Because the Windows Shell Experience Host is in charge of the aesthetic functions of Windows, there are times when this process triggers a spike in CPU usage. This is particularly true during the early days of Windows 10. But after a few updates, the spikes have reduced significantly, though it is still something that users have to watch out for.

Windows Shell Experience Host’s High CPU Or Memory Usage

Windows Shell Experience Host usually does not consume extensive computer resources. Sometimes it will eat up some of your resources when some graphical changes are executed, but it will quickly settle back down to zero once the change has been completed.
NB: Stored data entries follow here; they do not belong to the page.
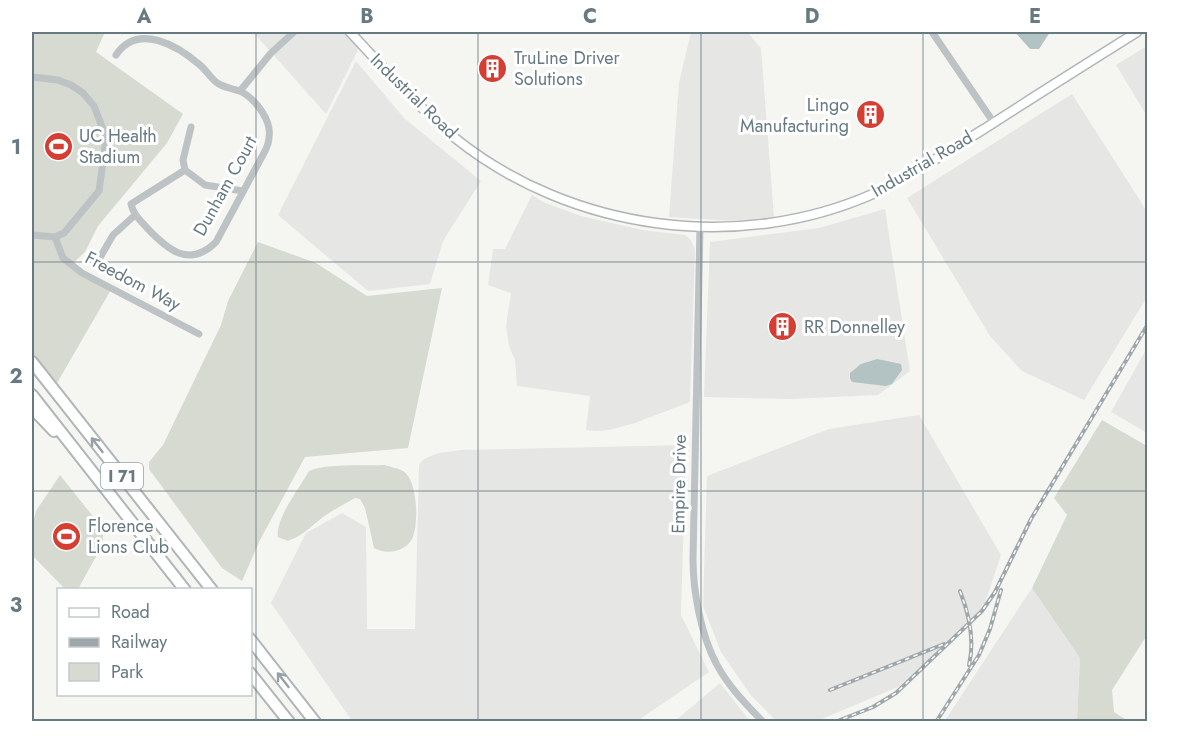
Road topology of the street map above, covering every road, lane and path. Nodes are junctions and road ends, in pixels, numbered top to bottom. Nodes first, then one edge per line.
1 (294, 32) edge
2 (350, 32) edge
3 (932, 32) edge
4 (1137, 32) edge
5 (116, 55) dead end
6 (32, 77) edge
7 (240, 92) junction
8 (994, 123) junction
9 (191, 127) dead end
10 (185, 170) junction
11 (243, 191) junction
12 (135, 215) junction
13 (700, 227) junction
14 (32, 234) edge
15 (55, 237) junction
16 (98, 261) dead end
17 (199, 334) dead end
18 (32, 362) edge
19 (32, 395) edge
20 (32, 408) edge
21 (74, 448) junction
22 (183, 588) edge
23 (210, 588) edge
24 (252, 642) edge
25 (252, 676) edge
26 (289, 722) edge
27 (315, 722) edge
28 (763, 722) edge

1 - 7 street
2 - 13 main road, Industrial Road
3 - 8 street
4 - 8 main road, Industrial Road
5 - 7 street, Dunham Court
6 - 15 street
7 - 11 street, Dunham Court
8 - 13 main road, Industrial Road
9 - 10 street
10 - 11 street
10 - 12 street
11 - 12 street, Dunham Court
12 - 16 street
13 - 28 street, Empire Drive
14 - 15 street
15 - 17 street, Freedom Way
23 -> 18 highway, I 71
19 - 21 highway, I 71
20 - 21 highway
21 - 22 highway, I 71
27 -> 24 highway
25 - 26 highway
So if you find that the ShellExperienceHost.exe process is taking up more than 25% of your CPU or RAM, then there is definitely something wrong with your computer.
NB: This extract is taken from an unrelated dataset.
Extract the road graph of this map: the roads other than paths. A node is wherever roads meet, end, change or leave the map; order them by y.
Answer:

When you notice that the Windows Shell Experience Host is taking up too much of your CPU or memory, it could mean that there are frequent changes to your Desktop interface that is overworking this process. For example, if your Desktop background regularly changes colors or you’re using a slideshow, then it means Windows Shell Experience Host will have to manage every visual changes on your Desktop.

Sometimes this problem is caused by outdated universal apps or the Windows operating system itself. Or perhaps there are corrupted system files on your computer that is causing the ShellExperienceHost.exe process to misbehave.

You can also refer to this guide for in-depth information about why Windows Shell Experience Host is behaving this way:

How to Fix Windows Shell Experience Host High CPU Or Memory Usage

Fortunately, issues with the Windows Shell Experience Host are easy to deal with. Here are some things you can do if you noticed that it is consuming more resources than it should.

Solution #1: Install all available updates.

Check if there are system and app updates that need to be installed in Windows Update. Click Start > Settings > Update & Security, then click the Check for updates button. Install all available updates and see if the problem has been resolved.

Solution #2: Change your background.

If you’re using a slideshow as a background, replace it with a static image or color. To do this, go to Settings > Personalization > Background, then choose either a solid color or upload a background image.

You should also disable the accent color option in the Personalization menu. Simply uncheck Automatically pick an accent color from my background.

Wrapping Up

Windows Shell Experience Host is an unfamiliar process to most Windows users, so it is often considered malicious when it causes high CPU or RAM usage. But before you decide to categorize it as malware, try the solutions above first to see if they are able to remedy the problem.